Audrey Young at NZ Herald reports:
Almost 59 per cent of DigiPoll respondents approve of publishing of the material, either by the Ministry of Education or the media or both. But 36.4 per cent believe comparisons between schools are unfair.
That’s a useful finding, but is also somewhat beside the point. Even if the majority did not support league tables, that doesn’t mean they shouldn’t happen. The majority do not get to decide what information the minority are allowed to have. We live in a free and open society where all government data can be accessed by citizens, except for a few exceptions such as security issues.
But NZEI president Ian Leckie confirmed last night he had written to schools advising them not to release the information to the news media under the Official Information Act.
“It is unreliable information, it potentially disadvantages the education system.”
Any country that used league tables had gone backwards, he said.
He likened ranking schools by league tables to ranking the value of food by calories.
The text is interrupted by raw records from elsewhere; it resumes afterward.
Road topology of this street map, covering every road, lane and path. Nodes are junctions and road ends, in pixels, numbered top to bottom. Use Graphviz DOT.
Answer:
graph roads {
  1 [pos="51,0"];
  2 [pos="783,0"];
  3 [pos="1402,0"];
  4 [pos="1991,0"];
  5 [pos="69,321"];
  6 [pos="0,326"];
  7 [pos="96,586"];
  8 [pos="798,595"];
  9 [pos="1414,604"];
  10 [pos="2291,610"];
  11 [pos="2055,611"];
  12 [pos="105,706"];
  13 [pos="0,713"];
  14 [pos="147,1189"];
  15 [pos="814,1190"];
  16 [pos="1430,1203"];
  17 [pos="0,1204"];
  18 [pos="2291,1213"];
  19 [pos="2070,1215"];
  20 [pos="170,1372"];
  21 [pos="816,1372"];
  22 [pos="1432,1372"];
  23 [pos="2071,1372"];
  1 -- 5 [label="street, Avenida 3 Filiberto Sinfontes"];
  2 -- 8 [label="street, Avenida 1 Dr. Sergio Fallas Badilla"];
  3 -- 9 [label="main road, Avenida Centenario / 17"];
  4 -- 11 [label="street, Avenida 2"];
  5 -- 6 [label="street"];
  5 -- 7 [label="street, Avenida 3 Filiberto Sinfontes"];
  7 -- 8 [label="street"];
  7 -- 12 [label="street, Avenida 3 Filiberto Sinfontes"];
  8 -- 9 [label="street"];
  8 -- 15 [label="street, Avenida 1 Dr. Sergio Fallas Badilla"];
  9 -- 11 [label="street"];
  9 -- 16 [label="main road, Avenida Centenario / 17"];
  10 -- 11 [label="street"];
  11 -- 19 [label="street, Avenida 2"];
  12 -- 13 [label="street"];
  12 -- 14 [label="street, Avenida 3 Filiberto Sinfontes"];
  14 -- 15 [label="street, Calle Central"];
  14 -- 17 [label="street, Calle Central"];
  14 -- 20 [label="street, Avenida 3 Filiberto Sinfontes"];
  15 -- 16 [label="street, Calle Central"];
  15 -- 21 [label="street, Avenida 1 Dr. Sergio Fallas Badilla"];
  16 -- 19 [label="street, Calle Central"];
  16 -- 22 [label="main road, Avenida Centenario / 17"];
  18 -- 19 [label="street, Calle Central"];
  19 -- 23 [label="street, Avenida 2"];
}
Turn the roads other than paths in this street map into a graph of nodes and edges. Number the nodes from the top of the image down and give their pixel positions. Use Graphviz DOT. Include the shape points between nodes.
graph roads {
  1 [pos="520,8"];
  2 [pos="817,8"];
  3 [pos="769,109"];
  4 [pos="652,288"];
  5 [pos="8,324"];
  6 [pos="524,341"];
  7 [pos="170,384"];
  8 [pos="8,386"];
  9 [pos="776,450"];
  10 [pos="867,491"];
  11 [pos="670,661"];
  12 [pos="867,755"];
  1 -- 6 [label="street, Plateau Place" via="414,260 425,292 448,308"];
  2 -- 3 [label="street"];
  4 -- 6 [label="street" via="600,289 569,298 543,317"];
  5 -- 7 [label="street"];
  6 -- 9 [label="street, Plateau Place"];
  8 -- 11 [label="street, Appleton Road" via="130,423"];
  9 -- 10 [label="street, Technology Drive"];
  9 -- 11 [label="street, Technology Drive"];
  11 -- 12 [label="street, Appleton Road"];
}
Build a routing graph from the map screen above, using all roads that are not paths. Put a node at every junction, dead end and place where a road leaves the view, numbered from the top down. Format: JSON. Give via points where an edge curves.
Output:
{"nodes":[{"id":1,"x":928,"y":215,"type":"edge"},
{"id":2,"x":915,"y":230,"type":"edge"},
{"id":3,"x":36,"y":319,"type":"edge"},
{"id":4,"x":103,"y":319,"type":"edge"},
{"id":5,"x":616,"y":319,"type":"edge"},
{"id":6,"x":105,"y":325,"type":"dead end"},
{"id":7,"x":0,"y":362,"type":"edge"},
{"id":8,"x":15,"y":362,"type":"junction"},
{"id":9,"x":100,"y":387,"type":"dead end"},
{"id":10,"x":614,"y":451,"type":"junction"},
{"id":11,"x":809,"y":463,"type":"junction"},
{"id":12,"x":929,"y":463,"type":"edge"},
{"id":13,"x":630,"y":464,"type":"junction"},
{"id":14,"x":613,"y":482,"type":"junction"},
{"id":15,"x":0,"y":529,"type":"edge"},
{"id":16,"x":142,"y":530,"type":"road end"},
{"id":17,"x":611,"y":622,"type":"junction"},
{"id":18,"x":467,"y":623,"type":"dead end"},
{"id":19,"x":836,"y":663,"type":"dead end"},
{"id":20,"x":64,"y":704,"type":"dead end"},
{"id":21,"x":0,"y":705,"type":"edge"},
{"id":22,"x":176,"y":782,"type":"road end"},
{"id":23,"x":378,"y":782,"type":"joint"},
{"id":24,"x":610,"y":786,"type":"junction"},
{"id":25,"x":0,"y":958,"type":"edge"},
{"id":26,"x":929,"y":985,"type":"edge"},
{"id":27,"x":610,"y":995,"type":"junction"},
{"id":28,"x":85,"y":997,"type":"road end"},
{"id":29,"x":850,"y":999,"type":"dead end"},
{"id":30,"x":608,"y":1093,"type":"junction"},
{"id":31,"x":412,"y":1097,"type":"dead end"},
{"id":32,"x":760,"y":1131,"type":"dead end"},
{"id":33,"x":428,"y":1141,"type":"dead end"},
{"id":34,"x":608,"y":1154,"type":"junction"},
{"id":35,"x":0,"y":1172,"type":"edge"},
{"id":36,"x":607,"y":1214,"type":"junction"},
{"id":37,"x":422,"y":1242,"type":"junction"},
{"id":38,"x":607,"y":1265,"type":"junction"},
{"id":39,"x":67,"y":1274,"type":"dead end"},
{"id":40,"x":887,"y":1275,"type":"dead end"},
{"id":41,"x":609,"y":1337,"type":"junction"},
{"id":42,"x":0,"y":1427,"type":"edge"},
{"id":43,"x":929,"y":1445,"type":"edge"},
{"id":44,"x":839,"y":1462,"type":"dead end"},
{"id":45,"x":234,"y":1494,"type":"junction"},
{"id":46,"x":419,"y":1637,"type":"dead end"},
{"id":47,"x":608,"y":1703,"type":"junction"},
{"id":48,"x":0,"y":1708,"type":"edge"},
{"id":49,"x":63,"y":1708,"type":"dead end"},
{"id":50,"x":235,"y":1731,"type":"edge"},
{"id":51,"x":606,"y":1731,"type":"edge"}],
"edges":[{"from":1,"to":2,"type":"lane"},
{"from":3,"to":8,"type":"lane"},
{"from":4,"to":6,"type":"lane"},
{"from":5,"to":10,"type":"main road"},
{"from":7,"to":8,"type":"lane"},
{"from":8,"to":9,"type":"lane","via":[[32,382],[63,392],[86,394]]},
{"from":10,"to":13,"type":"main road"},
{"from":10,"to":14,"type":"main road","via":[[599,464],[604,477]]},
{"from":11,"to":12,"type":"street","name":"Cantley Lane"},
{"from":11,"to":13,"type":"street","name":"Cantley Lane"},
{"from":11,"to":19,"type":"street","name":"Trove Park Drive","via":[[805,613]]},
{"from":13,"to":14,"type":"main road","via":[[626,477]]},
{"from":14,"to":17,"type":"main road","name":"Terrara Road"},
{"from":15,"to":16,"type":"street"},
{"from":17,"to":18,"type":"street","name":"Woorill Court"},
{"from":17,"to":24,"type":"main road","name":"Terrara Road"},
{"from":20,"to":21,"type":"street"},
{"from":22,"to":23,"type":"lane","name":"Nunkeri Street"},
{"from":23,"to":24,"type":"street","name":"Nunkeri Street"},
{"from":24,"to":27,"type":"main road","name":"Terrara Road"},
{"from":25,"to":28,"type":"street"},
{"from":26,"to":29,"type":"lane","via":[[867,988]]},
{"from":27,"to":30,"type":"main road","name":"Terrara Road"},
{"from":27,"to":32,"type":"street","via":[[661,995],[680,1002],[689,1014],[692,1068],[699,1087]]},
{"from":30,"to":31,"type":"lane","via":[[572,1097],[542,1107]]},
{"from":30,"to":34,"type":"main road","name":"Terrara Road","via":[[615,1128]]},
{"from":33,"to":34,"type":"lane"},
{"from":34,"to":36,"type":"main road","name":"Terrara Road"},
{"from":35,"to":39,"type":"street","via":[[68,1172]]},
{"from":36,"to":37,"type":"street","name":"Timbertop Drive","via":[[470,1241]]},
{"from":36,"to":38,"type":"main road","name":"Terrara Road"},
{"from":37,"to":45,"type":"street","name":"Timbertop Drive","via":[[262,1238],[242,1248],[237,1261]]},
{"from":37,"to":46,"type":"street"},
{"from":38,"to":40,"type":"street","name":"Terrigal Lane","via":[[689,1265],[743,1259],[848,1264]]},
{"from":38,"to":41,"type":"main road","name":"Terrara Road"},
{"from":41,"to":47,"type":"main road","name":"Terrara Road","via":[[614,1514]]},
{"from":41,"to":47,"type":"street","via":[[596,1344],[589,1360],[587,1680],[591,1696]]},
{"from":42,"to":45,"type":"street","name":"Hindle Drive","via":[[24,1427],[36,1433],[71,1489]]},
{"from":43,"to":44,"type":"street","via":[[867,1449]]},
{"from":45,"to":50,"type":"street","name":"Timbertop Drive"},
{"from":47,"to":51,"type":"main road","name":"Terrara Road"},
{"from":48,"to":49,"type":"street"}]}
Now let us take that comparison. Let’s say it is true. That it is just as silly to rank schools by league tables as it is to rank food by their calories, rather than taste and protein also.
Now what Leckie is effectively saying that the Government should ban the publication of calorie values on all food. He is saying that because some people will make inappropriate food decisions based on the calorie values, then everyone must be denied information on the calorie value of different foods.
Now that is insanely stupid right? Of course it is. But that is the exact argument he is making with school assessment data. He is saying that no parent should ever be allowed to know a school’s assessment data, because some parents may make inappropriate decisions on them.